MailSteward Pro delivers, with an investment of time and effort. One of MailSteward Pro’s greatest flexibilities can be a source of frustration for the uninitiated—users must first set up a MySQL database in which to store the messages copied from Apple Mail. This certainly doesn’t require a computer science degree, but expect to spend a few hours downloading, installing, and configuring the free MySQL server product. MailSteward Pro’s documentation offers excellent guidance here. Once set up, the vast possibilities of having your emails in a relational database are at your disposal.
If the idea of configuring and administering a SQL server turns your hair white, consider the simpler MailSteward (sans Pro). This $50 version builds and manages its own SQL database. However, what you gain in simplicity you lose in flexibility. MailSteward Pro’s database can be accessed by multiple users on a network and need not reside on the same computer as the MailSetward Pro application. Back-end data storage notwithstanding, the two versions are identical.
Telling MailSteward Pro what and when to import is handled in the tabs of a Settings dialog box.
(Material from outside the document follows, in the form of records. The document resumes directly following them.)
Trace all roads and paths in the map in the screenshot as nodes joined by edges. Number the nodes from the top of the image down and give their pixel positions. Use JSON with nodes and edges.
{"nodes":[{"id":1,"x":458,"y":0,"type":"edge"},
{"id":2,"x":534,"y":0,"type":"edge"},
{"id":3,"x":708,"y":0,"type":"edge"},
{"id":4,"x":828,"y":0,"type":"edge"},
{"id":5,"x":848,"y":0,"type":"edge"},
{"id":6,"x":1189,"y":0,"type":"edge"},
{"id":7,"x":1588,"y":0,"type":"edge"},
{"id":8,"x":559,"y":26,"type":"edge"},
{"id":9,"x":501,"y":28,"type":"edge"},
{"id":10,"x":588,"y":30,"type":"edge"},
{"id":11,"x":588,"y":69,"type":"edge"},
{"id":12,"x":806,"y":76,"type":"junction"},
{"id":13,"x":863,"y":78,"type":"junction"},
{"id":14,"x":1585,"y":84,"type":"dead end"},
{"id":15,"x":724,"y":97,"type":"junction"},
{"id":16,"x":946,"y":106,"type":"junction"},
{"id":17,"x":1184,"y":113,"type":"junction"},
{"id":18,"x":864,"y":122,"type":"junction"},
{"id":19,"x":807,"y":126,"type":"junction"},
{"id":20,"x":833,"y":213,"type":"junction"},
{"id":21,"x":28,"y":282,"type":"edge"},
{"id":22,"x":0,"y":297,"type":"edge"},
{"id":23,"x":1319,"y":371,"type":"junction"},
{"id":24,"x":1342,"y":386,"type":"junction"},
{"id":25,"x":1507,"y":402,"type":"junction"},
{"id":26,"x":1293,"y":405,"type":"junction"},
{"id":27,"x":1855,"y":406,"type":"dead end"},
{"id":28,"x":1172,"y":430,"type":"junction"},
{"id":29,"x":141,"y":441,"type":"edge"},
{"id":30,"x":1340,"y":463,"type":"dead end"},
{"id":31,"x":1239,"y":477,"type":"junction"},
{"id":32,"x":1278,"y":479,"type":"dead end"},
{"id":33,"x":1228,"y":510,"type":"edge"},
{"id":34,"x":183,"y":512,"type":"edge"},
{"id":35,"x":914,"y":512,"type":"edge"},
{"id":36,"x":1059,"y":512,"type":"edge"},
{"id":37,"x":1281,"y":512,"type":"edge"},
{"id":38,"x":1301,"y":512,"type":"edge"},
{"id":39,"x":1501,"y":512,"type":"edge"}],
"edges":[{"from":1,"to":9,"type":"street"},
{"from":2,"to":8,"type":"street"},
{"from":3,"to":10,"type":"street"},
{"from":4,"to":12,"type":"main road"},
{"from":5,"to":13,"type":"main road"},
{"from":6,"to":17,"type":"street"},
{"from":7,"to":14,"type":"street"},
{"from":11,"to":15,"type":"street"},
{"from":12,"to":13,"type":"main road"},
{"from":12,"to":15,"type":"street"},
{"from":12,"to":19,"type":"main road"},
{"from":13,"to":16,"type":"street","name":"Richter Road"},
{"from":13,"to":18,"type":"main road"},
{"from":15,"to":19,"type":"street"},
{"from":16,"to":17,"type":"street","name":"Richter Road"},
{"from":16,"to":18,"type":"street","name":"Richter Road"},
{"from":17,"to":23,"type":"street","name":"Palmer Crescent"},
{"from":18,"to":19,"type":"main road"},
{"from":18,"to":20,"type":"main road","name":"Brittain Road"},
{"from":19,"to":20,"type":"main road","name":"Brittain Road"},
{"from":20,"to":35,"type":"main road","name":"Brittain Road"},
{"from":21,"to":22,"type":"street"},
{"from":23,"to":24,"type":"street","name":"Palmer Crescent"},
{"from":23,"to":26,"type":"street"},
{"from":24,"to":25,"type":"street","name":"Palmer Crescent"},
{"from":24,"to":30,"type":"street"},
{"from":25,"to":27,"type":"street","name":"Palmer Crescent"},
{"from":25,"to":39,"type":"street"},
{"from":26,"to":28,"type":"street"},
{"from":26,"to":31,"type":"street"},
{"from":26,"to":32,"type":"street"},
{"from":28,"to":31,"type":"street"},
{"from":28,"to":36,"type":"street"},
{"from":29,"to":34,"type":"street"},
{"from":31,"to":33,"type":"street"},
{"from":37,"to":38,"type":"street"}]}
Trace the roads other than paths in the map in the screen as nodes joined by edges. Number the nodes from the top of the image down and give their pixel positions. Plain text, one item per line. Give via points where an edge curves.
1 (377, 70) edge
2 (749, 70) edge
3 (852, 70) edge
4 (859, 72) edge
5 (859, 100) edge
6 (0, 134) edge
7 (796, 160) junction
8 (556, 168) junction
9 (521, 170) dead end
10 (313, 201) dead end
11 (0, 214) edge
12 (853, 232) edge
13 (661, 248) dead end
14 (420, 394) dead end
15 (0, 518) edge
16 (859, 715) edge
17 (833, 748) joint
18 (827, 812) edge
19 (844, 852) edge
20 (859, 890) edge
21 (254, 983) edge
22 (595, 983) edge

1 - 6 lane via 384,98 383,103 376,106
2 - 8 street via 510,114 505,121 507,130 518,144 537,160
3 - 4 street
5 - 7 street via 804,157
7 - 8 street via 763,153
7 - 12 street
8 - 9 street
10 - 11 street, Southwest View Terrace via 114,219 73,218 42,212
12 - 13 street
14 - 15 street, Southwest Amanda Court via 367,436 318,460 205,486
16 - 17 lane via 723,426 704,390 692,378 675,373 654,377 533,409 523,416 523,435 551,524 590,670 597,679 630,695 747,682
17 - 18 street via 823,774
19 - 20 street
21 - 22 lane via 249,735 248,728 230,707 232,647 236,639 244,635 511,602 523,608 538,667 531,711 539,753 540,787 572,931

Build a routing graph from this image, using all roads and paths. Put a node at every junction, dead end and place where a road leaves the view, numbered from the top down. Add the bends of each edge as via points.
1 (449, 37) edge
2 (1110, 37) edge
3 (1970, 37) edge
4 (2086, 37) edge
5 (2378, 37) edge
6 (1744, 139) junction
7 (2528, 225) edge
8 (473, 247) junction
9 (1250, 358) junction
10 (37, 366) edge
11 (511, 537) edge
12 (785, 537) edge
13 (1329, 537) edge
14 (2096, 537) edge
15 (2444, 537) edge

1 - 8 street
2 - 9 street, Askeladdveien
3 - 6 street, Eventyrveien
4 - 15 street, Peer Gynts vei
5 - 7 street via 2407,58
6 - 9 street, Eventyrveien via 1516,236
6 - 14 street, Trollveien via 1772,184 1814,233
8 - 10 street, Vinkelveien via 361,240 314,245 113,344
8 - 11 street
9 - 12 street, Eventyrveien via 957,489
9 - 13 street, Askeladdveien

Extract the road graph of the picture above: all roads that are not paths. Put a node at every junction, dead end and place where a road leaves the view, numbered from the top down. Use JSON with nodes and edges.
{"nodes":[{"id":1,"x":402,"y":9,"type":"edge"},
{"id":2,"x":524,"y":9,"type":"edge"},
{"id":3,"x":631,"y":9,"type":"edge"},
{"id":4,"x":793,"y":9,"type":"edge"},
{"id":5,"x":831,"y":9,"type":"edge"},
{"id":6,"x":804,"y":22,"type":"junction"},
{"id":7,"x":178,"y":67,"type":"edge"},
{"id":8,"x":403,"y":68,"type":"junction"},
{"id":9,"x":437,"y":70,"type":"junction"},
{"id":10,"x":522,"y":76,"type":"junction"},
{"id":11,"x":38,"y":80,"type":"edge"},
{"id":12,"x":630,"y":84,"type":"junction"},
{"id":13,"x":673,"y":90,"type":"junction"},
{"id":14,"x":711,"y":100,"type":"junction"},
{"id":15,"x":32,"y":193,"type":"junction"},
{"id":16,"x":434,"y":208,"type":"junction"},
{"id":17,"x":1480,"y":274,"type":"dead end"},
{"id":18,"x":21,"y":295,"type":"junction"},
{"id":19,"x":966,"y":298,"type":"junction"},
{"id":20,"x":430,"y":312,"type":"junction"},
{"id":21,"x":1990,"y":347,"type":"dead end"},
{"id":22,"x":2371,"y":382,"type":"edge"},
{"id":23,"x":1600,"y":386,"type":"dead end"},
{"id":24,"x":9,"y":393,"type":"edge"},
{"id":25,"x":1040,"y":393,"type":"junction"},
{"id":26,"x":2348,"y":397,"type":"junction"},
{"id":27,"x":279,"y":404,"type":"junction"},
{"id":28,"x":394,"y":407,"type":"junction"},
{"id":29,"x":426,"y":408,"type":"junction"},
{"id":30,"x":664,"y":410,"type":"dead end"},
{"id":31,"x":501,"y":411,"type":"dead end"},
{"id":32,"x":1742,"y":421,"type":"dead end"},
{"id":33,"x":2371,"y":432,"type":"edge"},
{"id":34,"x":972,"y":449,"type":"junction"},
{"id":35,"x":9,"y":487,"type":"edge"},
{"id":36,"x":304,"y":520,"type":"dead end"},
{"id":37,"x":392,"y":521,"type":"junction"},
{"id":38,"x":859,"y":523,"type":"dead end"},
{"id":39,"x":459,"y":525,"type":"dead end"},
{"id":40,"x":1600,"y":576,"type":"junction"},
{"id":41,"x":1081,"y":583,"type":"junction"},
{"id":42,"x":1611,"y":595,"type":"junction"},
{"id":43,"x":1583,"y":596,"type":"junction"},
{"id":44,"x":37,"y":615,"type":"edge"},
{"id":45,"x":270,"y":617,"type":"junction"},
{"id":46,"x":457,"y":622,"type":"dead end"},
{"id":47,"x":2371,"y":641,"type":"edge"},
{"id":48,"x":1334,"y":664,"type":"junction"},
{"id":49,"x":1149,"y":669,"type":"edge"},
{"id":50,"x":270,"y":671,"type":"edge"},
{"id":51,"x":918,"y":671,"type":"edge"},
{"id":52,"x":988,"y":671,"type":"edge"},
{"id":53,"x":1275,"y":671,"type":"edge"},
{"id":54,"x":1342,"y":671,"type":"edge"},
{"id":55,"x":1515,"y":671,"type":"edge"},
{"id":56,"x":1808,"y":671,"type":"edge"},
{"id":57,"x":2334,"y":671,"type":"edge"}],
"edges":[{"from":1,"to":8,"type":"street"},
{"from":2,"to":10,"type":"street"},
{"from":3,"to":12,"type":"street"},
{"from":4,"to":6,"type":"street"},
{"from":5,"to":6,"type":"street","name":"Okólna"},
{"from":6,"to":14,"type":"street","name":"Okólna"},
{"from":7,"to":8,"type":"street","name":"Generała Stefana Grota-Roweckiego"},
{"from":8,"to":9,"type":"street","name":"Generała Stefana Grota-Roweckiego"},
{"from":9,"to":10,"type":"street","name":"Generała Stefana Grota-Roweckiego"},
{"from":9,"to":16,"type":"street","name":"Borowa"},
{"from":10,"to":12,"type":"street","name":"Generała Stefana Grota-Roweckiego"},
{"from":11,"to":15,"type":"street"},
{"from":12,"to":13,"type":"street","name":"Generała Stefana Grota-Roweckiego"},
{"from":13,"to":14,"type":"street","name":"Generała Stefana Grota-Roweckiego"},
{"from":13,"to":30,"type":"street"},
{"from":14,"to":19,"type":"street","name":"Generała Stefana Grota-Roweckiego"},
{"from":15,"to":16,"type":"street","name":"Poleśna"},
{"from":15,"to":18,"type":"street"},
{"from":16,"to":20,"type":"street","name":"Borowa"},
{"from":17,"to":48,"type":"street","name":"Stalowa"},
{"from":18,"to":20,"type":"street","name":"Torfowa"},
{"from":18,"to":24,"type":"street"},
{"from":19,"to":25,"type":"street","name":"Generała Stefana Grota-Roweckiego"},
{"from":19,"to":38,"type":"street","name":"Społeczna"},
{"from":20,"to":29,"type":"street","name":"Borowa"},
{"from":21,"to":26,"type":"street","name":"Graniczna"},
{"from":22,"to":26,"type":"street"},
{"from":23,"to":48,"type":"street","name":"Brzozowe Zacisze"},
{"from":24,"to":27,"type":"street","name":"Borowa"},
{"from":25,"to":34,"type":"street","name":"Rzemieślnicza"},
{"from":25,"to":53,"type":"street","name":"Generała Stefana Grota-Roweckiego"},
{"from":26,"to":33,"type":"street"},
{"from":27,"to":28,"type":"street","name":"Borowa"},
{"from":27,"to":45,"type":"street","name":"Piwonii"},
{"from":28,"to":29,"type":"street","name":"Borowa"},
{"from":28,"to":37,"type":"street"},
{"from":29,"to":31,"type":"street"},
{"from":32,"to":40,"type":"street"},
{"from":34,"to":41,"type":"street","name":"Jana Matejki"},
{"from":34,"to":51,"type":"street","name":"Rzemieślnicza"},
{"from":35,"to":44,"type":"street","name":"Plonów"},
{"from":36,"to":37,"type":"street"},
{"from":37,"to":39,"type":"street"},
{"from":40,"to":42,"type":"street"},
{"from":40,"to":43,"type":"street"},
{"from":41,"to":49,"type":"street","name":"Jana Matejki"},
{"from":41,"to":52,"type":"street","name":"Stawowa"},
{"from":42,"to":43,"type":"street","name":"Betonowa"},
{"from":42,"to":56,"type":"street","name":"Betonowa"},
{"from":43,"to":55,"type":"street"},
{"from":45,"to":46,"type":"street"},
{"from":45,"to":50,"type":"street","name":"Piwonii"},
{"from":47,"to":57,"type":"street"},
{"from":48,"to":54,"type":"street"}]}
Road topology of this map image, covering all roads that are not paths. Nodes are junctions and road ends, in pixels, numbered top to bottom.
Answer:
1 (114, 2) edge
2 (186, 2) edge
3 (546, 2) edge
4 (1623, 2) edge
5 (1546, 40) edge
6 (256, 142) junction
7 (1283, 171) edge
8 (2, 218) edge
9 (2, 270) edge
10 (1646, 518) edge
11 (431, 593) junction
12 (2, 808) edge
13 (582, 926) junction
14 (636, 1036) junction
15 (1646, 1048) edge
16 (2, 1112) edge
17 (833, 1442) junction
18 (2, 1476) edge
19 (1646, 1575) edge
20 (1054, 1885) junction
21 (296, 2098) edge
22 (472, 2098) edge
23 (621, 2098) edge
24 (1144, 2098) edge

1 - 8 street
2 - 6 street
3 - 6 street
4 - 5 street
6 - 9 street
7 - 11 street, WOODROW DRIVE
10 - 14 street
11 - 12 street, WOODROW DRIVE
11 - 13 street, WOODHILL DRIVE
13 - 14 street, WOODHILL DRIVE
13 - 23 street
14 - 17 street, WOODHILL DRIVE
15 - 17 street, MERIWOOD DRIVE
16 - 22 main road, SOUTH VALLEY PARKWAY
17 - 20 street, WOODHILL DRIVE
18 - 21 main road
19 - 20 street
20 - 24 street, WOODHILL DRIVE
The Accounts tab displays the email accounts configured in Apple Mail, and allows you to select those you wish to archive into MailSteward Pro. A Mailbox view in this tab displays your entire mailbox hierarchy, permitting more focused importing. A checkbox at the bottom of this tab instructs MailSteward Pro to delete the selected messages from Mail after they’ve been copied—use that checkbox with extreme caution, because MailSteward Pro can’t move messages back into Apple Mail.
The Scheduling tab is used to automate ingest of new mail messages. MailStewardPro can grab new messages at any interval between hourly and annually. While the MailSteward Pro application need not be kept open for the schedules to execute, the MySQL server and database must be accessible for the procedure to succeed.
Tags (one to two word text descriptions) can be applied to email messages automatically at the time MailSteward Pro archives them. A Tag Rules tab in the Settings dialog box provides a structure for defining which tags to apply. For example, any message that comes from your cousin’s email address can automatically be tagged with the “Family” category and the keyword “cousin.” Set up a Tag Rule for each member of your family that assigns appropriate keywords, and it becomes dead simple to search for messages from all your cousins at once.
My testing saw MailSteward Pro copying messages at a rate of about eight per second, though I wasn’t including attachments or applying Tag Rules. Regardless of options and configurations, it’s probably wise to let that first big backup run overnight.
Once MailSteward Pro has some data in its system, browsing and searching becomes possible. The message viewer window is functional, but not exactly beguiling. A toolbar across the top offers buttons and menus for finding and manipulating messages. Just below the toolbar is a list of the emails that meet your search criteria. Select any message and its contents and attachments appear in stacked window panes just below the list. It’s all quite clean and understandable, but has the feel of being designed by a very capable engineer, not a user interface expert.
Each of the Print, Save, Delete, and Export buttons in the toolbar offer thoughtful array of choices. Most of the actions can be applied to the selected message, the messages that appear in the current list, or all the messages in the whole database. Combined with MailSteward Pro’s search prowess, you could, for example, find and print every invoice received from a particular vendor in the third quarter of 2009. The toolbar also sports Reply and Forward buttons that create new outgoing messages in Apple Mail—a handy shortcut that saves some copy/paste bouncing between applications.
Like the car crusher at a junkyard, MailSteward Pro is an efficient, purpose-built dynamo. You’re not going to buy it because it’s pretty, but if you’re awash in email messages, it’ll capably tame that beast. Individual users can opt for the non-Pro version that offers the same features in a closed database for half the cost.